Data for processing
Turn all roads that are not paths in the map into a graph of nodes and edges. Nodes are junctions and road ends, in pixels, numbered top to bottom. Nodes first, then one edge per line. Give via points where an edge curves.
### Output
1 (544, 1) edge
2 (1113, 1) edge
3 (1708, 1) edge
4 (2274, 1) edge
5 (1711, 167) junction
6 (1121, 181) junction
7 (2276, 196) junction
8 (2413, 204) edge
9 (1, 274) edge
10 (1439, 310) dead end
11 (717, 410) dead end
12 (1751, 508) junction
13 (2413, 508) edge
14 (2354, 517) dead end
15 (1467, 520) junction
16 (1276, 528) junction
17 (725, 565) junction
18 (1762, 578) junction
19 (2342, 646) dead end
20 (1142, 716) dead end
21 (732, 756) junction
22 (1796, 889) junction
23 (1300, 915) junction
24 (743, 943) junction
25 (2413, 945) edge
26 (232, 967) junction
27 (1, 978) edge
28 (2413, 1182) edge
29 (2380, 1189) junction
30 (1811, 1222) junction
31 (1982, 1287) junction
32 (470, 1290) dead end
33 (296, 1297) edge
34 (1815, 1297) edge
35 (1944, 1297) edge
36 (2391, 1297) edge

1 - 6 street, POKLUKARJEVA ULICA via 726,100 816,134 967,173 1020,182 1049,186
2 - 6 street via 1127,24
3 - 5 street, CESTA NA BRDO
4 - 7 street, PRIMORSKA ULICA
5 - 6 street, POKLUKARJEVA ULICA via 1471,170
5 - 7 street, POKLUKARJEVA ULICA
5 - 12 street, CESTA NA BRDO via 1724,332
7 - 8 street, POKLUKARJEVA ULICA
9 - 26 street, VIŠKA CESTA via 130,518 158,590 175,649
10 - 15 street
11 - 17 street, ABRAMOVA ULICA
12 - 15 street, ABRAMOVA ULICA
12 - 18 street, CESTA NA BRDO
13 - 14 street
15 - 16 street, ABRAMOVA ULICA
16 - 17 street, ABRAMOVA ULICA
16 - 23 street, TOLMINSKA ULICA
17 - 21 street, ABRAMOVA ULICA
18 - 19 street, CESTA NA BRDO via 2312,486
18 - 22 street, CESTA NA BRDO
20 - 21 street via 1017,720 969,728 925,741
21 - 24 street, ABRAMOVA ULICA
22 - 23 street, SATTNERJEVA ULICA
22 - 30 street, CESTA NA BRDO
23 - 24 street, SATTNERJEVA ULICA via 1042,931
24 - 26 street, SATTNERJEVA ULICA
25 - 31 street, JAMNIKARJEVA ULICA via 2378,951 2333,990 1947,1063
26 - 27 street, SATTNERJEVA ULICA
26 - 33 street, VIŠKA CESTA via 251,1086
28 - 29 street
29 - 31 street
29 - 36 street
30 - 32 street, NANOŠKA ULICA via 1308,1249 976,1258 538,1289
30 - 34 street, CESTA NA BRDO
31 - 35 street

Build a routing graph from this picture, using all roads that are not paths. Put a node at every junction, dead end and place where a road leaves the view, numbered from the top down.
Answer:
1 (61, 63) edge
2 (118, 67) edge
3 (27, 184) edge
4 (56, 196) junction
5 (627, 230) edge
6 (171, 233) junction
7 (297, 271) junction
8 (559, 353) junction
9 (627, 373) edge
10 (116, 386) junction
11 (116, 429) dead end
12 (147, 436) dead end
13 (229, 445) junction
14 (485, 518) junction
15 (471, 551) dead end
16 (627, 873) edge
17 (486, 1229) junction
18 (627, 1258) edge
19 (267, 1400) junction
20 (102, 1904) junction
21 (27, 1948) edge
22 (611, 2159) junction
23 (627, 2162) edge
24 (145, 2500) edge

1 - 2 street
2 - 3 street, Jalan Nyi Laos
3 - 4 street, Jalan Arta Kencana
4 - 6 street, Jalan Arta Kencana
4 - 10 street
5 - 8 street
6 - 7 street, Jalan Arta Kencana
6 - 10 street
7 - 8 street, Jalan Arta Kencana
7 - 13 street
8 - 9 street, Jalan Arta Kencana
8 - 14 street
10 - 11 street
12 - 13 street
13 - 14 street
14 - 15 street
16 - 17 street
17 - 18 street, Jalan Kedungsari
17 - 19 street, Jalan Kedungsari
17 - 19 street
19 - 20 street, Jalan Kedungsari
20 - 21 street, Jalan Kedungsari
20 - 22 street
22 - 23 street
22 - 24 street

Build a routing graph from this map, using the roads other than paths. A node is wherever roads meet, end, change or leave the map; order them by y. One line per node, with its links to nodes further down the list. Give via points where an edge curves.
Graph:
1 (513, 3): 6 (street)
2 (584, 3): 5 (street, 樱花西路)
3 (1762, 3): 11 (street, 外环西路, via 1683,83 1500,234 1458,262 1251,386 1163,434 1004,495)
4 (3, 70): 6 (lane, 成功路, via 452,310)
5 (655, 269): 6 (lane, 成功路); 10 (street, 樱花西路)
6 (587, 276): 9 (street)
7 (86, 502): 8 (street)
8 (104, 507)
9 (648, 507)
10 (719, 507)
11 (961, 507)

Task item
Leave out every line before the one containing "Build a routing graph from this map, using". Transcribe that line and all lines after it through the end of the data above, exactly.

Response to the exercise
Build a routing graph from this map, using the roads other than paths. A node is wherever roads meet, end, change or leave the map; order them by y. One line per node, with its links to nodes further down the list. Give via points where an edge curves.
Graph:
1 (513, 3): 6 (street)
2 (584, 3): 5 (street, 樱花西路)
3 (1762, 3): 11 (street, 外环西路, via 1683,83 1500,234 1458,262 1251,386 1163,434 1004,495)
4 (3, 70): 6 (lane, 成功路, via 452,310)
5 (655, 269): 6 (lane, 成功路); 10 (street, 樱花西路)
6 (587, 276): 9 (street)
7 (86, 502): 8 (street)
8 (104, 507)
9 (648, 507)
10 (719, 507)
11 (961, 507)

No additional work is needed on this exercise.